What to look for when buying running headphones
The best running headphones first and foremost need to be secure and not drop out as you hammer around the trails, twisting your body in all different directions and fighting your way through various patches of undergrowth. For some, the in-ear earbud design will fit perfectly (look for different sizes of eartip to get the most accurate fit) but others will welcome the more secure styles that hook over the ear.
Some running headphones have an earbud that inserts directly into the ear hole, whereas a bone-conducting headphone sits just outside. Some might find the in-ear buds can be tiring after a few hours, so if you can’t bear something being inside your ear for too long, bone-conducting headphones might be for you. Lighter is better too, but with most of the best running headphones on the market right now there is not much to choose between them here.
3. Battery life
No matter how long your runs are, the longer the battery life the better, so you can reduce the faff of charging. Many of the earbud designs charge within their case, which is a super nice feature – simply take the fully charged case with you for an extra power boost on the go. If you run longer distances like ultras, how you charge the headphones will be an important factor for you – look for earbuds you can use one at a time to extend battery life even further.

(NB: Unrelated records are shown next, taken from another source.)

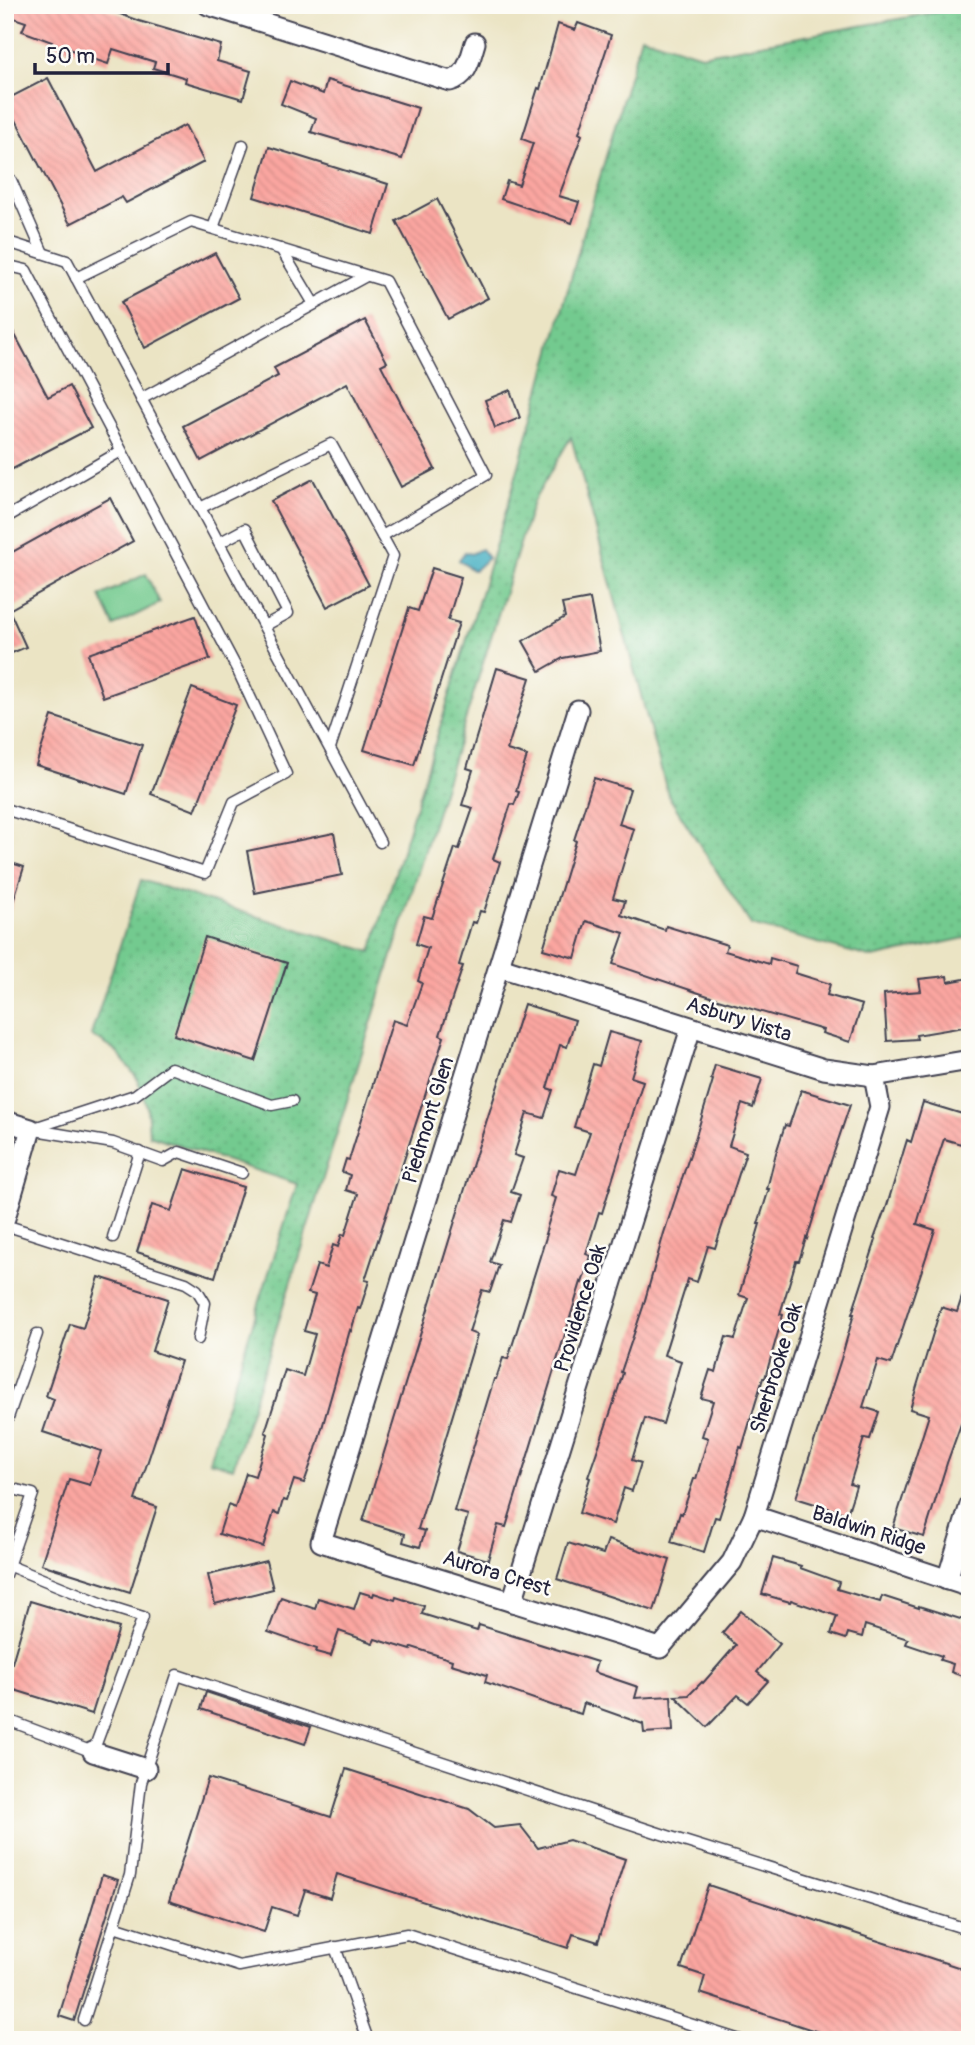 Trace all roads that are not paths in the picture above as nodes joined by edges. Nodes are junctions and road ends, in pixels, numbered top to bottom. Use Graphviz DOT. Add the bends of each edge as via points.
graph roads {
  1 [pos="208,5"];
  2 [pos="475,43"];
  3 [pos="243,145"];
  4 [pos="5,183"];
  5 [pos="213,228"];
  6 [pos="5,240"];
  7 [pos="281,249"];
  8 [pos="43,253"];
  9 [pos="5,265"];
  10 [pos="366,275"];
  11 [pos="76,278"];
  12 [pos="314,304"];
  13 [pos="141,399"];
  14 [pos="121,451"];
  15 [pos="200,508"];
  16 [pos="5,517"];
  17 [pos="382,536"];
  18 [pos="219,542"];
  19 [pos="264,626"];
  20 [pos="578,710"];
  21 [pos="330,748"];
  22 [pos="5,809"];
  23 [pos="380,842"];
  24 [pos="500,967"];
  25 [pos="691,1028"];
  26 [pos="970,1060"];
  27 [pos="874,1076"];
  28 [pos="292,1101"];
  29 [pos="5,1121"];
  30 [pos="31,1129"];
  31 [pos="140,1152"];
  32 [pos="242,1174"];
  33 [pos="5,1218"];
  34 [pos="5,1225"];
  35 [pos="113,1237"];
  36 [pos="37,1334"];
  37 [pos="198,1339"];
  38 [pos="5,1426"];
  39 [pos="5,1487"];
  40 [pos="970,1505"];
  41 [pos="754,1516"];
  42 [pos="321,1542"];
  43 [pos="6,1568"];
  44 [pos="947,1580"];
  45 [pos="970,1587"];
  46 [pos="512,1602"];
  47 [pos="660,1647"];
  48 [pos="5,1719"];
  49 [pos="93,1752"];
  50 [pos="146,1769"];
  51 [pos="114,1926"];
  52 [pos="970,1930"];
  53 [pos="335,1947"];
  54 [pos="84,2020"];
  55 [pos="368,2040"];
  56 [pos="740,2040"];
  1 -- 2 [label="street" via="450,81 459,79 467,68"];
  3 -- 5 [label="lane"];
  4 -- 8 [label="lane" via="11,180"];
  5 -- 7 [label="lane"];
  5 -- 11 [label="lane" via="191,222"];
  6 -- 8 [label="lane"];
  7 -- 10 [label="lane"];
  7 -- 12 [label="lane"];
  8 -- 11 [label="lane" via="67,261"];
  9 -- 14 [label="lane" via="26,270"];
  10 -- 12 [label="lane"];
  10 -- 17 [label="lane" via="385,281 486,475"];
  11 -- 13 [label="lane"];
  12 -- 13 [label="lane"];
  13 -- 15 [label="lane"];
  14 -- 16 [label="lane"];
  14 -- 22 [label="lane" via="238,671 286,774 234,802 205,873"];
  15 -- 17 [label="lane" via="331,444"];
  15 -- 18 [label="lane"];
  17 -- 21 [label="lane" via="393,556"];
  18 -- 19 [label="lane"];
  18 -- 19 [label="lane" via="245,529 288,613"];
  19 -- 21 [label="lane"];
  20 -- 24 [label="street, Piedmont Glen"];
  21 -- 23 [label="lane"];
  24 -- 25 [label="street, Asbury Vista"];
  24 -- 42 [label="street, Piedmont Glen"];
  25 -- 27 [label="street, Asbury Vista" via="824,1069"];
  25 -- 46 [label="street, Providence Oak"];
  26 -- 27 [label="street, Asbury Vista"];
  27 -- 41 [label="street, Sherbrooke Oak" via="880,1107"];
  28 -- 30 [label="lane" via="272,1105 171,1068 135,1095"];
  29 -- 30 [label="street"];
  30 -- 31 [label="lane"];
  30 -- 33 [label="street"];
  31 -- 32 [label="lane" via="163,1161 179,1152"];
  31 -- 35 [label="lane"];
  34 -- 37 [label="lane" via="186,1283 205,1303"];
  36 -- 38 [label="lane"];
  39 -- 43 [label="lane" via="33,1494"];
  40 -- 44 [label="street"];
  41 -- 44 [label="street, Baldwin Ridge"];
  41 -- 47 [label="street, Sherbrooke Oak" via="732,1562"];
  42 -- 46 [label="street, Aurora Crest"];
  43 -- 49 [label="lane" via="142,1617"];
  44 -- 45 [label="street, Baldwin Ridge"];
  46 -- 47 [label="street, Aurora Crest"];
  48 -- 49 [label="lane"];
  49 -- 50 [label="street"];
  50 -- 51 [label="lane" via="130,1875"];
  50 -- 52 [label="lane" via="177,1675"];
  51 -- 53 [label="lane" via="239,1966"];
  51 -- 54 [label="lane"];
  53 -- 55 [label="lane"];
  53 -- 56 [label="lane" via="407,1934"];
}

At the most basic level a pair of running headphones should give you the option to pause and skip tracks and adjust the volume, but some can also take calls and pair with smartphone features like Siri, so decide how whizzy you need your headphone tech to be before you buy.
Sound is very subjective – one person might love a heavy base while another prefers a different balance entirely, and different music suits different EQ levels too. Some headphones give you the ability to completely personalise the sound through an app, or there might be a choice of a few EQ levels, and others just dole out a set sound. If sound quality is of the utmost importance to you, choose a pair of headphones with the ability to fully personalise EQ.
6. Protection level
Each headphone will have an IP rating to show how dirt, dust and water-resistant they are. Usually sports headphones designed for outdoor activities like running will have a good level of protection against sweat, grit and light showers or splashes, but not many are fully waterproof enough to take swimming with you or survive complete emersion dropped in a lake, so check the IP rating carefully if this is one of your requirements. There are two numbers after the letters IP (which stand for Ingress Protection), the first relates to how dustproof the headphones are (often you just see an ‘X’ here, because it’s not a major factor for headphones) and the second number tells you how waterproof there are. The higher the numbers the better: IPX4 means a pair of headphones are merely splash-proof, while IP67 mean they are fully dust-proof and totally waterproof.
Price varies wildly with running headphones. You can wing it with a cheap knock-off on Amazon from little-known companies for about $30, but if you want the security of excellent sound quality, durability and good customer service if anything goes wrong, you might prefer to invest in a more expensive pair from a well-known brand.